Where does the word "lane" occur in the material? Copy each line that has it.
=== Section Start ===
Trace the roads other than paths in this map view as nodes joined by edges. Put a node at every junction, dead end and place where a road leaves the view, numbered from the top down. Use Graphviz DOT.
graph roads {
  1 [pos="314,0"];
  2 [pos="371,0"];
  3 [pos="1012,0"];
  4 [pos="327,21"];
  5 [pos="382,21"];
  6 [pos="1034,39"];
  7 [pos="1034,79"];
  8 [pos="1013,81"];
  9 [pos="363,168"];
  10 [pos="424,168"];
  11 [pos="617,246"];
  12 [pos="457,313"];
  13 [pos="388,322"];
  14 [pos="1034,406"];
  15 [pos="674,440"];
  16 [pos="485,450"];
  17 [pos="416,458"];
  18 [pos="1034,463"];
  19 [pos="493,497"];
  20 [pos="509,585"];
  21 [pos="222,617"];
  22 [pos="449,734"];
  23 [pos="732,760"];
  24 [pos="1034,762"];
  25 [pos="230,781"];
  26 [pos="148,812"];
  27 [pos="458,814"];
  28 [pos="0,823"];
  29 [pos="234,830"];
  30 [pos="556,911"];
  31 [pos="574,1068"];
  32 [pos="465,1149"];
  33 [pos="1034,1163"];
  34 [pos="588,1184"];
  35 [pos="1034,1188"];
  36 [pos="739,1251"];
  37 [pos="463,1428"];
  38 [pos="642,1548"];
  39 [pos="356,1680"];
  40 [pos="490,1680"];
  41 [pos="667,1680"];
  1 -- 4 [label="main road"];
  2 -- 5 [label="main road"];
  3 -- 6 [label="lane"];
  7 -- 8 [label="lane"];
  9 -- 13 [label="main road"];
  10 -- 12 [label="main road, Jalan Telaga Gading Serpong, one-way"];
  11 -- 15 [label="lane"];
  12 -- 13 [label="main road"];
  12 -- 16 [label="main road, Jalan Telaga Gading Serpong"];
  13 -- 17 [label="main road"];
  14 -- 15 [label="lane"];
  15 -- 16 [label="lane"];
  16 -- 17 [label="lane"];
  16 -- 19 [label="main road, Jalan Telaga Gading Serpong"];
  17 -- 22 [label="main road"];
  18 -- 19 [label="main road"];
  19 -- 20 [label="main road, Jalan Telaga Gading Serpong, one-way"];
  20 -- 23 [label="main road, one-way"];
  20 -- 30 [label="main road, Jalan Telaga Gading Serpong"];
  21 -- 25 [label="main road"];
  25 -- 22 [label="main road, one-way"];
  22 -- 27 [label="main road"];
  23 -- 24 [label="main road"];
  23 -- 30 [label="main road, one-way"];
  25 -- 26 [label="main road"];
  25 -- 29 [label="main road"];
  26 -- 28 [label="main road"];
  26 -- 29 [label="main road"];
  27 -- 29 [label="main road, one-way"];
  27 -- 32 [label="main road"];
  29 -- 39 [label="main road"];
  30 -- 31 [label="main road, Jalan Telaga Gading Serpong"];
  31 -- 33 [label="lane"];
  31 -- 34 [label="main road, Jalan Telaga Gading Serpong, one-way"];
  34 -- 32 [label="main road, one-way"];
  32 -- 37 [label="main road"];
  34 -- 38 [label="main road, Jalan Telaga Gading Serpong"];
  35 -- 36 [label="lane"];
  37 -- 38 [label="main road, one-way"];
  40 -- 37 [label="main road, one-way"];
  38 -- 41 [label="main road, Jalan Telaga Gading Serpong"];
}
=== Section End ===
__Your response__:
  3 -- 6 [label="lane"];
  7 -- 8 [label="lane"];
  11 -- 15 [label="lane"];
  14 -- 15 [label="lane"];
  15 -- 16 [label="lane"];
  16 -- 17 [label="lane"];
  31 -- 33 [label="lane"];
  35 -- 36 [label="lane"];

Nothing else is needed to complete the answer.